Ingredients (check list):
▢2x 9oz/250g Chicken Breasts, brought close to room temp
▢1/4 cup / 40g Plain / All Purpose Flour
▢1/2 cup / 120ml Chicken Stock
▢6 tbsp / 90g / 3.2oz Unsalted Butter, divided into tbsp chunks (see notes)
▢2 cloves of Garlic, minced/finely diced
▢1 tbsp finely diced Fresh Parsley
▢1 tbsp Olive Oil
▢1 tsp Garlic Powder
▢1 tsp Salt, plus more to taste
▢1/2 tsp Black Pepper, plus more to taste
▢1 Lemon, divided into 4 wedges (to serve)

Instructions:
In a shallow dish, combine 1/4 cup flour with 1 tsp garlic powder & salt and 1/2 tsp black pepper.

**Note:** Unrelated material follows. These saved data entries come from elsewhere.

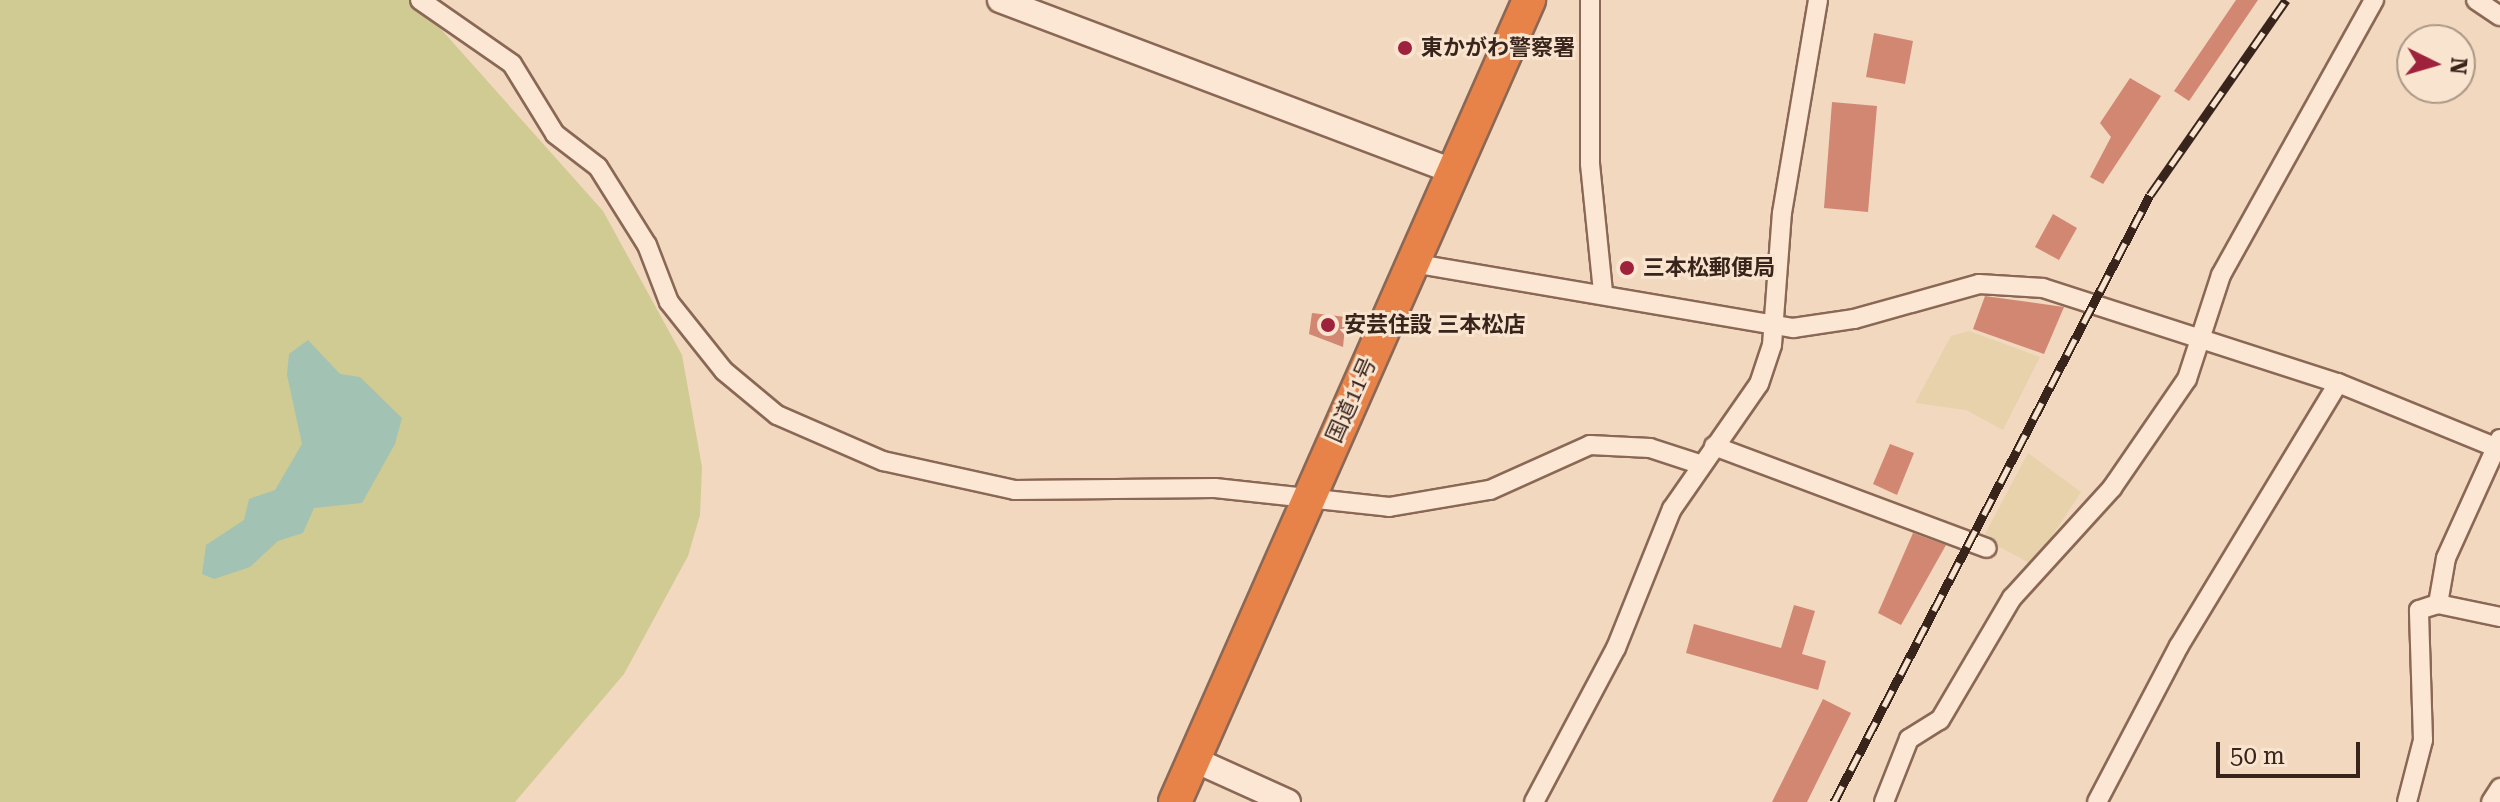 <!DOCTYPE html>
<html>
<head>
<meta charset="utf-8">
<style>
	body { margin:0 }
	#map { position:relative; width:2500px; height:802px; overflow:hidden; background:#f1d8bf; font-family:"Roboto Serif","Noto Sans JP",serif }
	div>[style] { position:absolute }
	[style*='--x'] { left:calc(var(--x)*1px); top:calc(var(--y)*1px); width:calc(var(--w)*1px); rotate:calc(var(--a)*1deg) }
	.farmland>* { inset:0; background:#e7d2ac }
	.green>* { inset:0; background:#d0cb92 }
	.water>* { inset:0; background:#a2c2b3 }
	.building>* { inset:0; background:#d28772 }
	.roads { filter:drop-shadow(2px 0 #8b6856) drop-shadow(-2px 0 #8b6856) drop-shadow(0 2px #8b6856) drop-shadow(0 -2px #8b6856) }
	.street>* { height:18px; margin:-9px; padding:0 9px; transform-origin:9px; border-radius:9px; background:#fbe7d3 }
	.secondary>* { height:24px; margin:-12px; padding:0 12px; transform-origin:12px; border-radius:12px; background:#fbe7d3 }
	.highway>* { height:32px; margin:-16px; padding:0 16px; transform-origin:16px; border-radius:16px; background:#e78349 }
	.rail>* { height:9px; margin-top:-4.5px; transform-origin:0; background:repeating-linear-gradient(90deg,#f8e4cf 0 18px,#39241c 0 36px); box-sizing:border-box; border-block:2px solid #39241c }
	.dots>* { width:22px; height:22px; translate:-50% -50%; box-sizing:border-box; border:4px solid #f8e4cf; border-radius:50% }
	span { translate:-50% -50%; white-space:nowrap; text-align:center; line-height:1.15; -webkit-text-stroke:6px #f8e4cf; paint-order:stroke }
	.poi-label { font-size:22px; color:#39241c; font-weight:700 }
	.left { translate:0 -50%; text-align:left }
	.street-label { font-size:22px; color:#39241c }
	.north { position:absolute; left:2396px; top:24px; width:80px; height:80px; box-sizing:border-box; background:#f8e4cf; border:2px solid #ac9787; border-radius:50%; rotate:95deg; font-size:22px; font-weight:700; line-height:32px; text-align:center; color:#39241c }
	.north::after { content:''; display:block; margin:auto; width:28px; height:36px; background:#9e223b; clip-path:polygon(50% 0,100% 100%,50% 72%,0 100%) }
	.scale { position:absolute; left:2216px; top:742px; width:144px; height:36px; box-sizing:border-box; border:4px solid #39241c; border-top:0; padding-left:10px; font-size:24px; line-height:28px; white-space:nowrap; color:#39241c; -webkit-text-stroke:6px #f8e4cf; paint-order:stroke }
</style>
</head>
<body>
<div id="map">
	<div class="farmland">
		<i style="clip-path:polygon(1969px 331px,2040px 357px,2003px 430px,1966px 410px,1915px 403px,1951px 336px)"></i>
		<i style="clip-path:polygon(2028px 453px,2081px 492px,2033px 565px,1983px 538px)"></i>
	</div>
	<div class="green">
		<i style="clip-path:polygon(0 0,415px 0,603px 211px,682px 355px,702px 467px,700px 515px,688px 556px,624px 674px,515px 802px,0 802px)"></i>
	</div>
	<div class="water">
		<i style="clip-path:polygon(308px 340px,340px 374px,360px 377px,402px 418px,395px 444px,362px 503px,314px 508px,303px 533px,278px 541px,250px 567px,214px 579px,202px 574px,206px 545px,244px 520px,249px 499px,275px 490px,302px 444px,287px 375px,289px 354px)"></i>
	</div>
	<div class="building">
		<i style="clip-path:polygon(2236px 0,2258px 0,2189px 101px,2174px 91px)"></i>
		<i style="clip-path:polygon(1874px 33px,1913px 41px,1905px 84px,1866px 77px)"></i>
		<i style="clip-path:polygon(2130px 78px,2161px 96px,2103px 184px,2090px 177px,2111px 137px,2100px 123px)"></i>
		<i style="clip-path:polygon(1832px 102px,1877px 106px,1868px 212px,1824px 208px)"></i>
		<i style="clip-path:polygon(2053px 214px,2077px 228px,2059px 260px,2035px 247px)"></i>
		<i style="clip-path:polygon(1985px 296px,2064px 307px,2044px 354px,1973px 329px)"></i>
		<i style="clip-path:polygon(1312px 313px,1346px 317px,1343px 347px,1309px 334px)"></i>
		<i style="clip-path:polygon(1890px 444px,1914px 453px,1897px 495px,1873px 484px)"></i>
		<i style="clip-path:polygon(1913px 533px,1946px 545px,1901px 625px,1878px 613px)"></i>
		<i style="clip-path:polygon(1794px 605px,1815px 611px,1802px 654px,1826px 661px,1818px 690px,1686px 653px,1694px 624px,1781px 648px)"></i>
		<i style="clip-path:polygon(1823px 699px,1851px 713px,1807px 802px,1772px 802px)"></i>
	</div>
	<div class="roads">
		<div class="street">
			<i style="--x:420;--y:0;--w:112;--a:34.8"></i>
			<i style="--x:512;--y:64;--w:82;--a:58.4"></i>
			<i style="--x:555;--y:134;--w:54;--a:37.5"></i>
			<i style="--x:598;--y:167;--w:92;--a:57.9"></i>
			<i style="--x:647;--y:245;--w:61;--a:68.9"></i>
			<i style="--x:669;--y:302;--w:88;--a:51.4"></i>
			<i style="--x:724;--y:371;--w:69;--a:39.7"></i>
			<i style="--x:777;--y:415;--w:116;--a:23.5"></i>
			<i style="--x:883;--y:461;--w:135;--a:12.4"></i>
			<i style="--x:1015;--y:490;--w:200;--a:-0.6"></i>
			<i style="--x:1215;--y:488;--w:175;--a:6.2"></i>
			<i style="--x:1389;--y:507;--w:102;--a:-9.6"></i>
			<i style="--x:1490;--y:490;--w:110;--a:-24.2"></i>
			<i style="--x:1590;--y:445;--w:60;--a:2.9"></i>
			<i style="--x:1650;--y:448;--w:52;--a:18.1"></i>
			<i style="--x:1590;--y:0;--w:164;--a:90"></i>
			<i style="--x:1590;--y:164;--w:129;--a:84.2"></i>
			<i style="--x:2476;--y:0;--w:29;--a:34"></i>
			<i style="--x:1412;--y:263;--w:387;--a:9.7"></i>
			<i style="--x:1793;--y:328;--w:62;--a:-8.4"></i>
			<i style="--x:1854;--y:319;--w:130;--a:-15.6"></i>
			<i style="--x:1979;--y:284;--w:64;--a:3.6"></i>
			<i style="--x:2043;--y:288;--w:310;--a:17.9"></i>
			<i style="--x:2338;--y:383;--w:175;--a:22.2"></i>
			<i style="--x:2500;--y:439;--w:131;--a:114.4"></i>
			<i style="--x:2446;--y:558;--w:47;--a:99.9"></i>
			<i style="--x:2438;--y:604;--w:63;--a:11.8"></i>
			<i style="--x:1714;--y:446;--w:291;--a:20.5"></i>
			<i style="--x:1534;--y:802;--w:174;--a:-62"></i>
			<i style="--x:1616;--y:648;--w:150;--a:-68.1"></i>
			<i style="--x:1672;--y:509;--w:152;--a:-55.2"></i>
			<i style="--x:1759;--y:384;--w:41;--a:-71.6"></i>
			<i style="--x:1772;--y:345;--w:132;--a:-85.7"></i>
			<i style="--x:1782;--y:213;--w:216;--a:-80.4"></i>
			<i style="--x:1884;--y:802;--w:68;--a:-68.4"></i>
			<i style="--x:1909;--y:739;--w:36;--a:-32"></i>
			<i style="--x:1940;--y:720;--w:142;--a:-59.5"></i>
			<i style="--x:2012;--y:598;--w:149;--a:-47.7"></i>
			<i style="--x:2112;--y:488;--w:132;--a:-55.5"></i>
			<i style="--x:2187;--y:379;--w:109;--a:-71.9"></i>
			<i style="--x:2221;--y:275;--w:315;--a:-60.9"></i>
			<i style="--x:2097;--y:802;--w:176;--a:-62.3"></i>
			<i style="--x:2179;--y:646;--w:307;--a:-58.8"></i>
			<i style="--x:2407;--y:802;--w:64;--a:-75.5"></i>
			<i style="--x:2423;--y:740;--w:130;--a:-91.8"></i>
			<i style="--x:2419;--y:610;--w:20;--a:-18"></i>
			<i style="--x:2491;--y:802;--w:17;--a:-57"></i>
		</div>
		<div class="secondary">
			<i style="--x:1000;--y:0;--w:483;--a:20.7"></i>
			<i style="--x:1195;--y:760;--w:102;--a:24.3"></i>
		</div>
		<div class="highway">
			<i style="--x:1175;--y:802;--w:877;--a:-66.18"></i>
		</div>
	</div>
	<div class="rail">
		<i style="--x:1834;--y:802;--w:684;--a:-62.5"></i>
		<i style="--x:2150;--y:195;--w:238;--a:-55.1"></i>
	</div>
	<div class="dots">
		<i style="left:1405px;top:48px;background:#9e223b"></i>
		<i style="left:1627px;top:268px;background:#9e223b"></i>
		<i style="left:1328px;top:325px;background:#9e223b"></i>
	</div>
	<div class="poi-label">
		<span class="left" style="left:1421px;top:48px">東かがわ警察署</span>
		<span class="left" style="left:1643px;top:268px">三本松郵便局</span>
		<span class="left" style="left:1344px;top:325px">安芸住設 三本松店</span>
	</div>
	<div class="street-label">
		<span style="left:1351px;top:400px;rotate:-66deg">国道11号</span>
	</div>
	<div class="north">N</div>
	<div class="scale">50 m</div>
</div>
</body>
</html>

Butterfly your chicken breasts right through the centre to make 4 even sized breasts. One by one dredge in the flour (press in the flour to get an even coverage), give them a shake then place to one side.
Add 1 tbsp butter and 1 tbsp olive oil to a large pan over medium-high heat. When hot, add in the chicken breasts and fry until golden on each side and white/piping hot through the centre. Approx 3-5mins each side depending on thickness. Place to one side.
Turn heat down to a medium and add garlic. Fry for 1-2mins until it just begins to brown, then pour in stock. Use your wooden spoon to scrape off any flavour stuck to the pan, then add in your remaining 5 tbsp butter. Swiftly whisk as it melts to bind with the stock, it should turn slightly cloudy. Sprinkle in parsley and season to taste with salt & black pepper.
Allow to simmer for a few mins to thicken, then turn down heat to low and add back in chicken. Spoon over the sauce then serve up with extra sauce drizzled over and a squeeze of lemon juice to taste (optional – see notes).